Now, a layer of this gray matter, nearly a foot thick, blanketed the dome. It wasn't just resting there; it was constricting. The fibers wove together, heavy and suffocating, wrapping the Foundry Citadel like a silkworm spinning a coffin.

"It is… a disturbing phenomenon," Orion muttered.

"Disturbing" was an understatement. It was nightmare fuel.

Orion's sensory sweep came back empty. He couldn't pinpoint the Unhallowed entity's main body. A terrifying hypothesis began to form in his mind.

What if this gray ash is the entity? Orion thought, staring at the crushing weight above. A hive-mind particulate? A diffuse organism?

If that is true, how do I kill it? How do I fight a blizzard?

If he stepped outside the barrier, he'd be walking blind into a potential drain-tank scenario. Without a target or a known weakness, sending the Deathly Soul-Reaper avatar out was suicide.

"Eparus, sitrep. Any analysis from your unit?" Orion asked.

The defensive matrix was powered by the Scourge Wardens; they were the technicians here.

"Apologies, My Liege," Eparus said, bowing his head in frustration. "We are insufficient. If we were Arch Lords, perhaps we could unlock deeper ancestral memories, access better countermeasures against the Unhallowed. As it stands… we are blind."

Eparus looked ashamed.

"It's not on you," Orion said coldly, cutting through the self-pity. "Notify the First Battalion. Tell them to prepare for emergency protocols."

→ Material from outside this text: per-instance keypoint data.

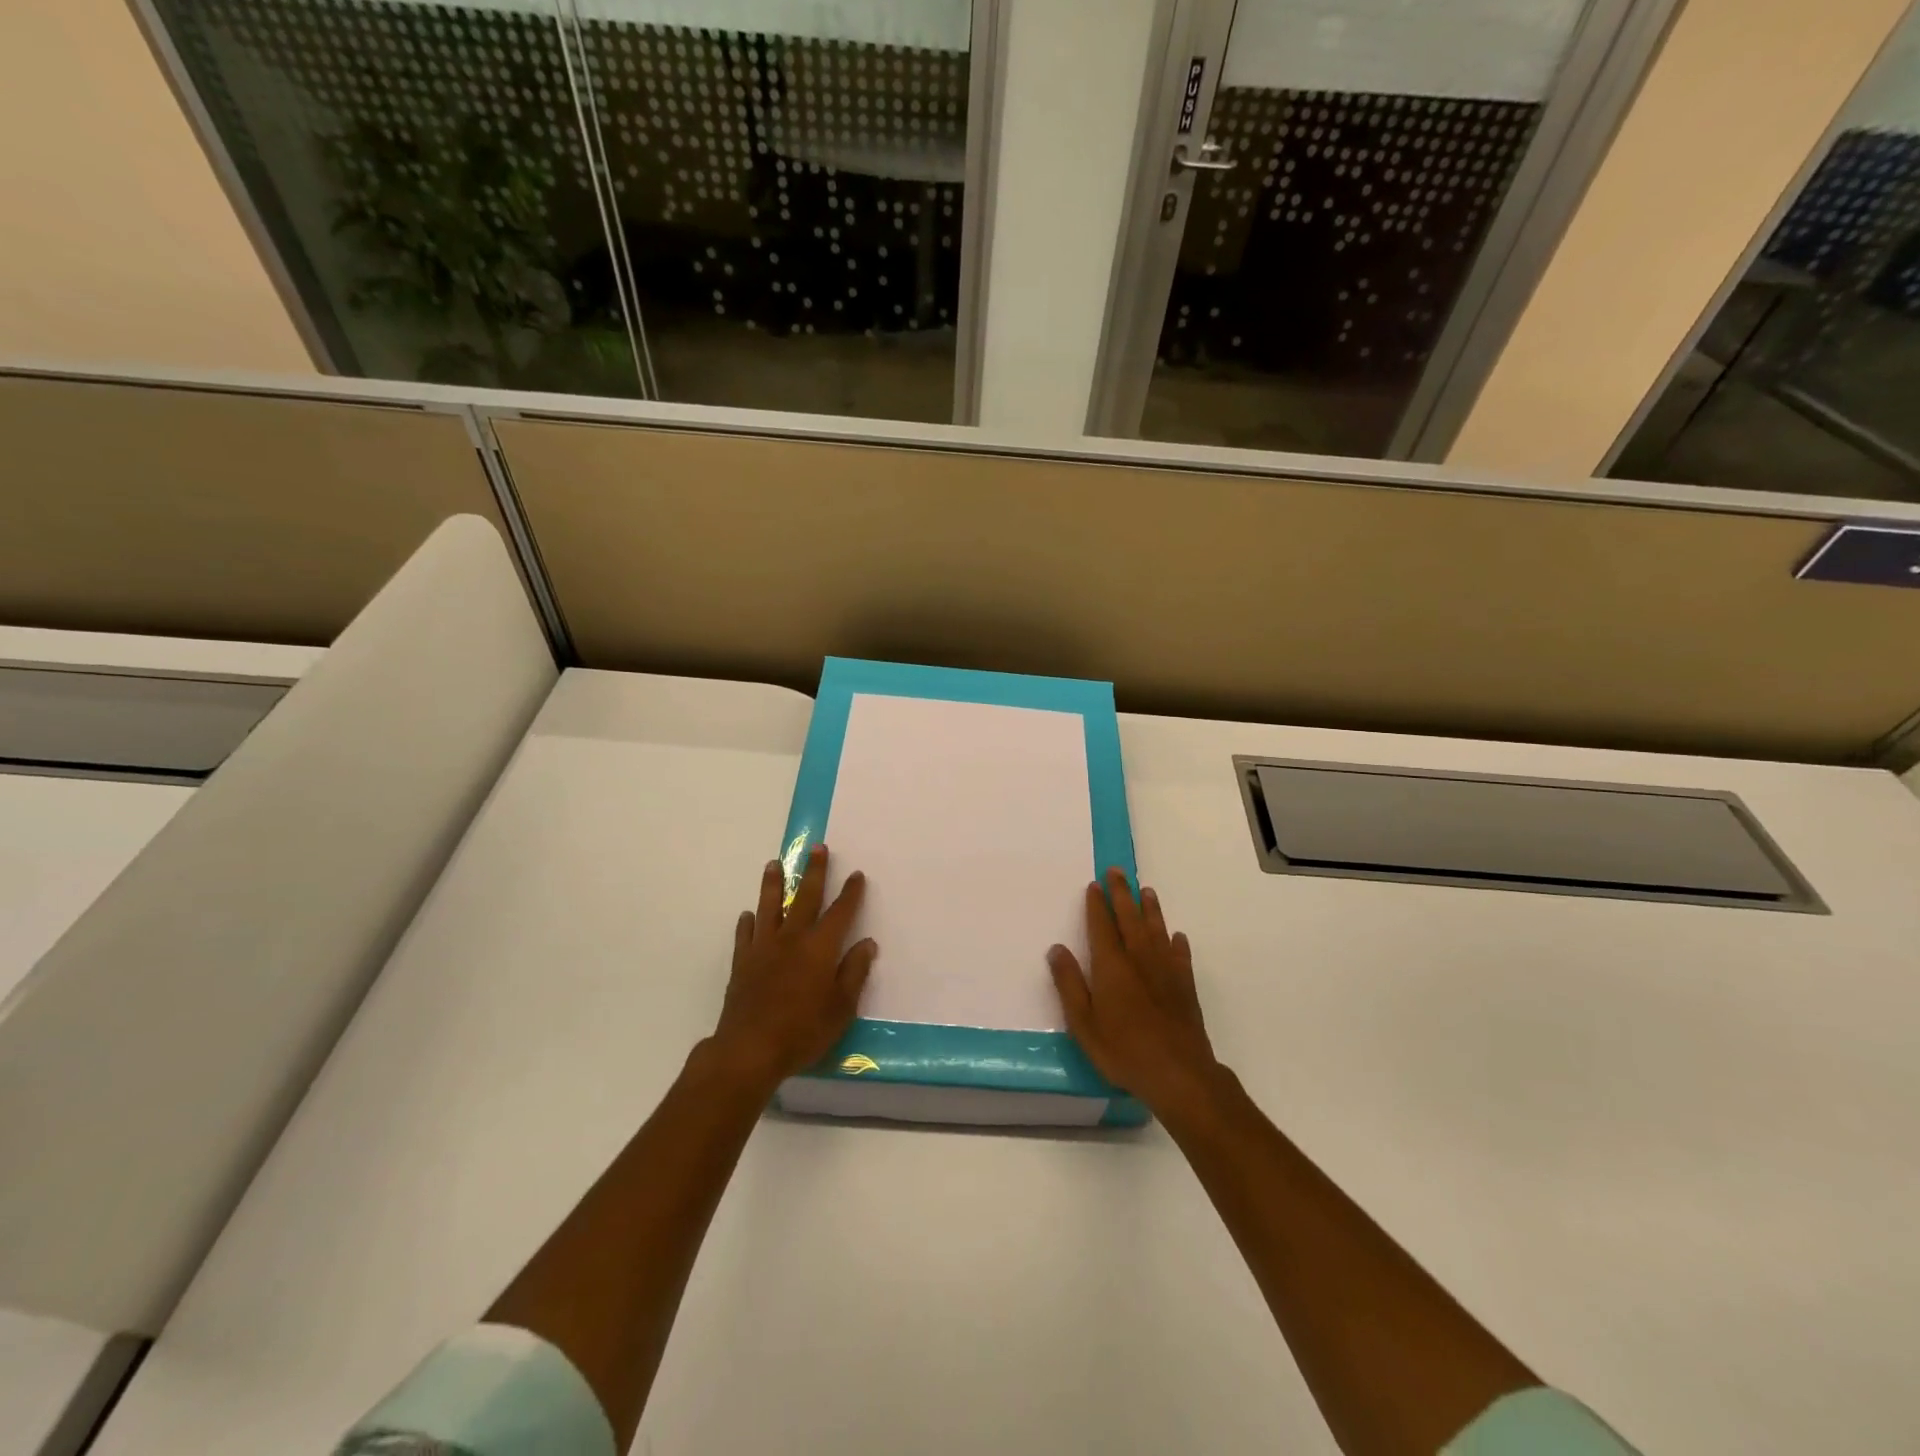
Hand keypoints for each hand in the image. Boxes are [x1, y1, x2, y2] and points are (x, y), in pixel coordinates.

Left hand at [709, 843, 875, 1093]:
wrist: (749, 1050)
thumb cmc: (803, 1031)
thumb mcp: (841, 1008)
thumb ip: (854, 973)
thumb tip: (867, 943)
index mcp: (820, 948)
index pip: (840, 912)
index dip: (850, 893)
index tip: (857, 874)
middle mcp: (792, 939)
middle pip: (805, 898)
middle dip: (814, 872)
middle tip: (817, 848)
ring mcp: (764, 948)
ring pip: (770, 907)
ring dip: (774, 884)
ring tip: (773, 864)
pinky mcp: (742, 963)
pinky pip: (745, 935)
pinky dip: (748, 923)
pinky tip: (748, 915)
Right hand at [1047, 867, 1219, 1115]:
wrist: (1179, 1074)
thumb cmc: (1123, 1050)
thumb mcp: (1084, 1023)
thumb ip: (1070, 984)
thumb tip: (1057, 948)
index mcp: (1111, 966)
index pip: (1102, 926)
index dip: (1097, 904)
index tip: (1094, 884)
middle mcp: (1139, 959)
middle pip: (1129, 919)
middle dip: (1122, 894)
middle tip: (1117, 872)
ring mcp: (1166, 971)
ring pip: (1156, 930)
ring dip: (1150, 909)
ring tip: (1147, 891)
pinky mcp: (1185, 987)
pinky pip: (1179, 956)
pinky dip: (1176, 943)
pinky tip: (1176, 937)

"At your command, My Liege."

"Emergency protocols" was code for sacrifice. If the energy ran out, units would be liquidated to fuel the engine. It was ruthless, but necessary.

"My Liege," a voice interjected just as Eparus turned to leave. "We might be overthinking the mechanics."

It was Ashreign, the Wraith Knight. Since his promotion to Arch Lord, his intellect had sharpened significantly.

"Go on, Ashreign."

"It's not a discovery, per se," Ashreign said, looking up at the choking gray sky. "Just a theory on elemental matchups. Everything has a counter. Abyssal creatures and Hellspawn are weak to Holy and Light attributes. It stands to reason that even an Unhallowed has an elemental allergy."

Orion frowned. "I follow the logic, but that doesn't give us a weapon."

"In my limited experience," Ashreign said, pointing upward, "fibrous material burns. Why not fire?"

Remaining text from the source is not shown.